Economia

L’Aeroporto di Salerno ora attende la concessione dal Governo

  • Abbonati
  • Accedi
SVILUPPO AL SUD

L’Aeroporto di Salerno ora attende la concessione dal Governo

Per l’aeroporto di Salerno, che per decenni è stato una grande incompiuta, oggi i programmi sono chiari. Gesac (F2i) che gestisce lo scalo di Capodichino a Napoli, ha definito il piano industriale che prevede investimenti per 200 milioni da realizzare in due fasi: la prima, con 130 milioni di spesa per infrastrutture, la seconda da 70 milioni per ampliare la struttura. Ma per ora tutto è fermo in attesa che il ministero dei Trasporti rilasci la concessione richiesta da tempo dalla società Consorzio Aeroporto Salerno-Pontecagnano.

Tempi stretti per l’ad di Gesac
«Ci auguriamo che la decisione sulla concessione per la gestione totale dell’aeroporto di Salerno arrivi presto, altrimenti il rischio minimo è che perdiamo un anno», ha detto l’amministratore delegato di Gesac, Armando Brunini, in occasione di un incontro presso Confindustria Salerno. «Siamo convinti della validità del progetto industriale – ha spiegato – ma siamo un po’ preoccupati per i tempi perchè è parecchio che Salerno ha consegnato le carte». «Non si può preparare il bando se non si è titolari di concessione totale», ha rincarato Antonio Ferraro, presidente dell’aeroporto . Ferraro ha fatto presente che entro il 31 dicembre dovranno essere cantierati i lavori, altrimenti si rischia di perdere il finanziamento previsto dal decreto Sblocca Italia.

Rassicurazioni da leader industriali di Salerno
«Il ministro Luigi Di Maio mi ha detto che è assolutamente d’accordo sul progetto di rilanciare l’aeroporto – ha detto il presidente degli industriali e vicepresidente di Unioncamere Andrea Prete - e che della questione si sta interessando il sottosegretario Andrea Cioffi». Prete incontrerà Cioffi nei prossimi giorni.

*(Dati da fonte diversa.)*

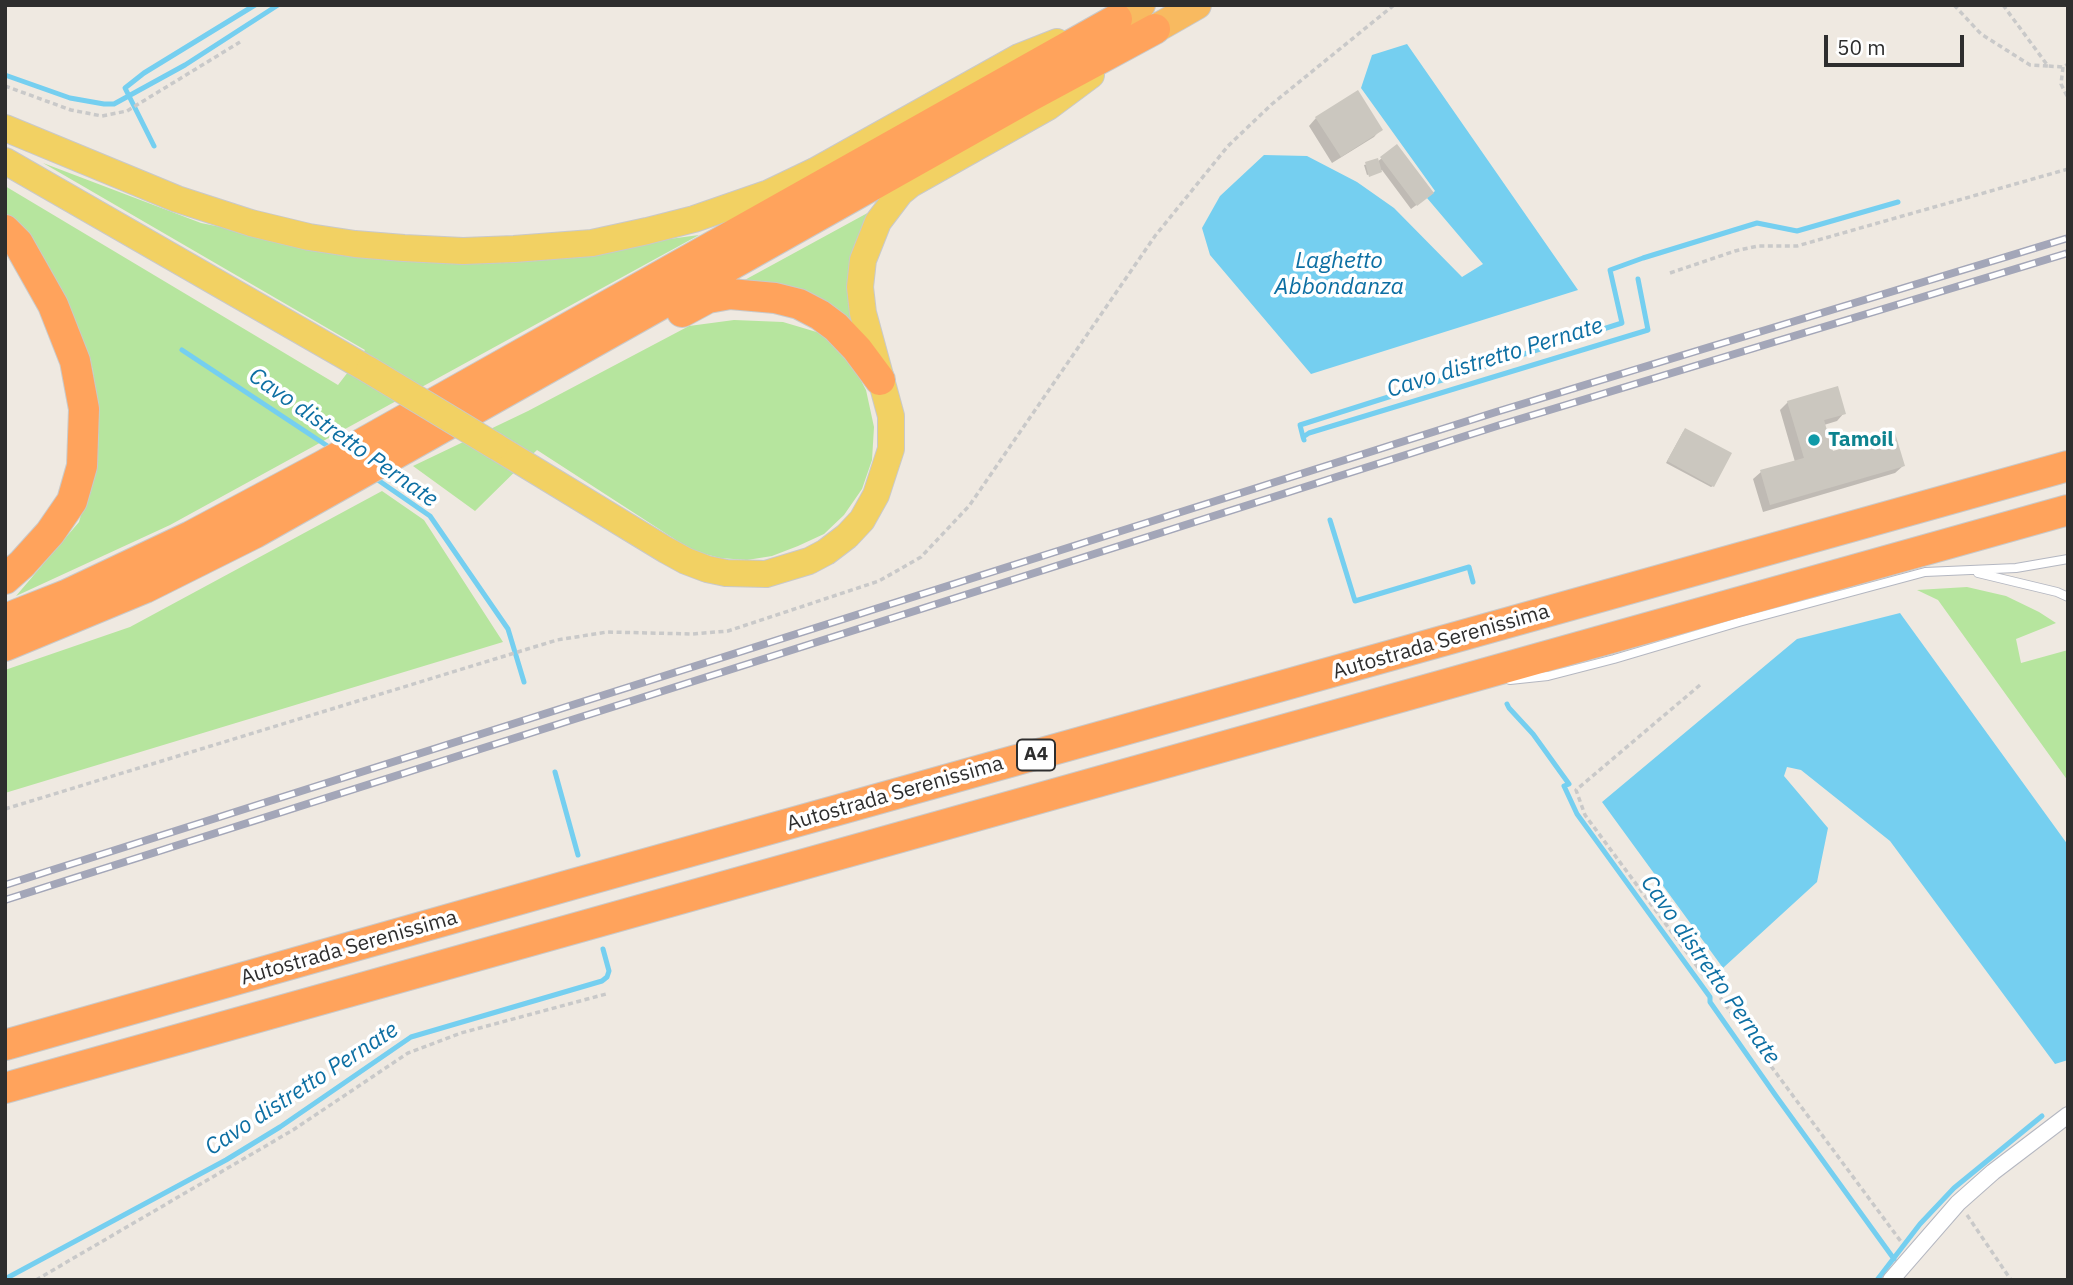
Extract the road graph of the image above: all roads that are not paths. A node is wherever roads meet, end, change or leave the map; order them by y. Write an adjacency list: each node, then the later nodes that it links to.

Il piano industriale di Gesac
Sono previsti tre anni di lavori per costruire le infrastrutture. L’obiettivo è realizzare un’unica rete aeroportuale campana per gestire gli scali di Napoli e Salerno. «Il piano industriale – ha proseguito Brunini – prevede per i prossimi 15 o 20 anni un raddoppio del traffico aereo che Napoli da sola non riuscirebbe a sostenere. Pensiamo si possano raggiungere i 12 milioni di passeggeri a Napoli e circa 5 o 6 milioni a Salerno». Per attrezzare lo scalo sono previsti investimenti in due fasi. La prima con una spesa prevista di 130 milioni (finanziati da Sblocca Italia e Regione Campania con fondi europei) per costruire le strutture e movimentare almeno 3,5 milioni di passeggeri. La seconda fase, per ampliare la struttura, con un impegno di 70 milioni a carico della società.

Da decenni una incompiuta
Un progetto e una pista: per decenni non è stato altro lo scalo di Salerno, passato per il rischio di fallimenti societari, bandi di gara per l'affidamento a terzi andati deserti, e per pochi voli amatoriali. La svolta arriva quando la Regione Campania propone a Gesac, che già gestisce con successo Capodichino, di occuparsi anche di Salerno. Viene siglato un protocollo d’intesa a tre - tra Gesac, Consorzio Aeroporto Salerno-Pontecagnano (totalmente a capitale pubblico, che ha la titolarità dell’«Aeroporto di Salerno Costa di Amalfi») e Regione Campania - che definiscono un percorso da seguire, ciascuno per la propria parte: definizione di un piano industriale, successiva integrazione attraverso la fusione tra le due società. Infine i cantieri.